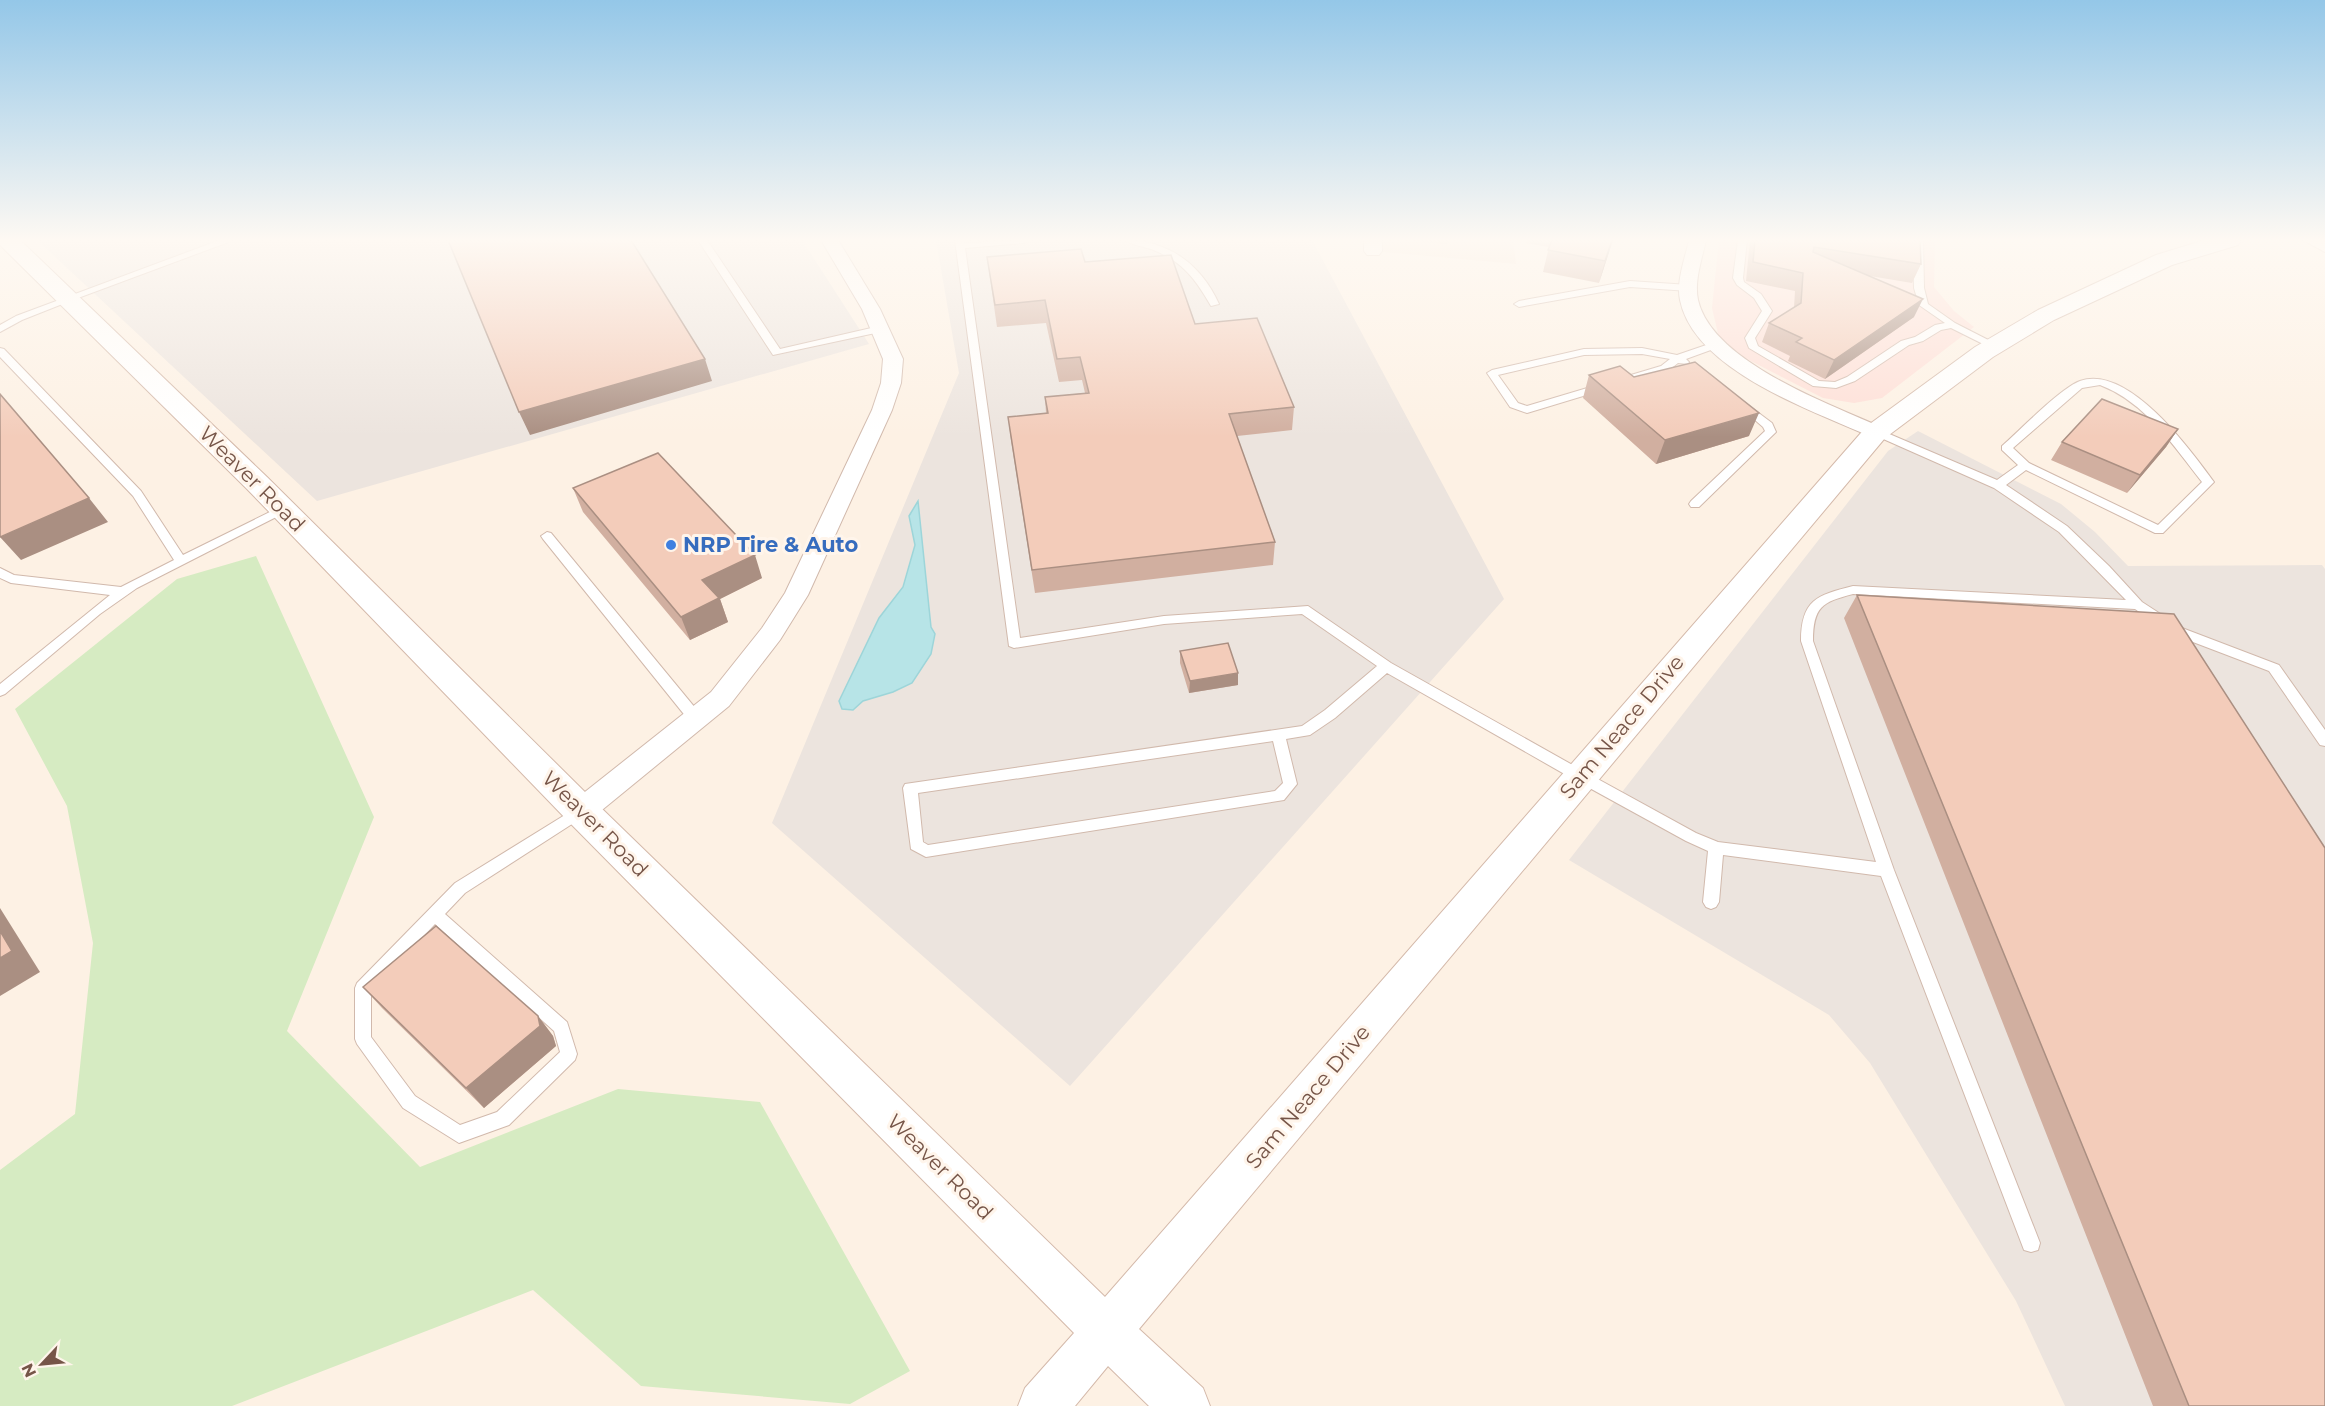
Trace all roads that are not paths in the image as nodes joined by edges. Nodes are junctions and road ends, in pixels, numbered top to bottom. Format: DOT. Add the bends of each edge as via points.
graph roads {
  1 [pos="51,306"];
  2 [pos="74,306"];
  3 [pos="746,306"];
  4 [pos="869,306"];
  5 [pos="968,306"];
  6 [pos="1691,306"];
  7 [pos="1764,306"];
  8 [pos="1925,306"];
  9 [pos="2066,306"];
  10 [pos="1952,325"];
  11 [pos="0,329"];
  12 [pos="880,329"];
  13 [pos="1715,345"];
  14 [pos="1995,346"];
  15 [pos="0,351"];
  16 [pos="1678,358"];
  17 [pos="1696,370"];
  18 [pos="1732,396"];
  19 [pos="1876,432"];
  20 [pos="2025,465"];
  21 [pos="1998,485"];
  22 [pos="1695,504"];
  23 [pos="284,510"];
  24 [pos="548,536"];
  25 [pos="181,562"];
  26 [pos="0,572"];
  27 [pos="123,592"];
  28 [pos="2138,605"];
  29 [pos="1386,666"];
  30 [pos="0,691"];
  31 [pos="696,719"];
  32 [pos="1278,735"];
  33 [pos="2325,741"];
  34 [pos="1580,776"];
  35 [pos="580,811"];
  36 [pos="1716,848"];
  37 [pos="1886,870"];
  38 [pos="1712,902"];
  39 [pos="435,914"];
  40 [pos="2031,1243"];
  41 [pos="1107,1333"];
  42 [pos="1043,1406"];
  43 [pos="1185,1406"];
  1 -- 11 [label="lane"];
  2 -- 23 [label="main road, Weaver Road"];
  3 -- 12 [label="lane" via="777,353"];
  4 -- 12 [label="street"];
  5 -- 29 [label="lane" via="1014,643 1164,620 1305,609"];
  6 -- 13 [label="street" via="1700,328"];
  7 -- 10 [label="lane" via="1767,310 1750,338 1754,348 1817,384 1851,379 1905,343 1938,327"];
  8 -- 10 [label="lane"];
  9 -- 14 [label="main road, Sam Neace Drive"];
  10 -- 14 [label="lane"];
  12 -- 31 [label="street" via="893,359 891,383 796,596 720,699"];
  13 -- 16 [label="lane"];
  13 -- 19 [label="street" via="1759,376"];
  14 -- 19 [label="main road, Sam Neace Drive"];
  15 -- 25 [label="lane" via="137,494"];
  16 -- 16 [label="lane" via="1665,368 1527,410 1514,405 1492,373 1584,352 1642,351"];
  16 -- 17 [label="lane"];
  18 -- 22 [label="lane" via="1759,416 1771,432"];
  19 -- 21 [label="lane"];
  19 -- 34 [label="main road, Sam Neace Drive"];
  20 -- 20 [label="lane" via="2006,448 2083,383 2100,382 2122,391 2149,411 2208,482 2159,530"];
  20 -- 21 [label="lane"];
  21 -- 28 [label="lane" via="2063,529"];
  23 -- 25 [label="lane"];
  23 -- 35 [label="main road, Weaver Road"];
  24 -- 31 [label="lane"];
  25 -- 27 [label="lane"];
  26 -- 27 [label="lane" via="11,579"];
  27 -- 30 [label="lane"];
  28 -- 33 [label="lane" via="2177,631 2274,668"];
  28 -- 37 [label="lane" via="1853,590 1813,605 1806,621 1807,641"];
  29 -- 32 [label="lane" via="1305,730"];
  29 -- 34 [label="lane"];
  31 -- 35 [label="street"];
  32 -- 32 [label="lane" via="910,788 916,845 926,851 1279,796 1290,784"];
  34 -- 36 [label="lane"];
  34 -- 41 [label="main road, Sam Neace Drive"];
  35 -- 39 [label="lane" via="460,888"];
  35 -- 41 [label="main road, Weaver Road"];
  36 -- 37 [label="lane"];
  36 -- 38 [label="lane"];
  37 -- 40 [label="lane"];
  39 -- 39 [label="lane" via="363,987 363,1039 410,1102 459,1134 503,1119 569,1054 561,1027"];
  41 -- 42 [label="main road, Sam Neace Drive"];
  41 -- 43 [label="main road, Weaver Road"];
}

_How to complete this task_
Each line in the data that holds the string "street" should be found and copied.

_Answer to the exercise_
  4 -- 12 [label="street"];
  6 -- 13 [label="street" via="1700,328"];
  12 -- 31 [label="street" via="893,359 891,383 796,596 720,699"];
  13 -- 19 [label="street" via="1759,376"];
  31 -- 35 [label="street"];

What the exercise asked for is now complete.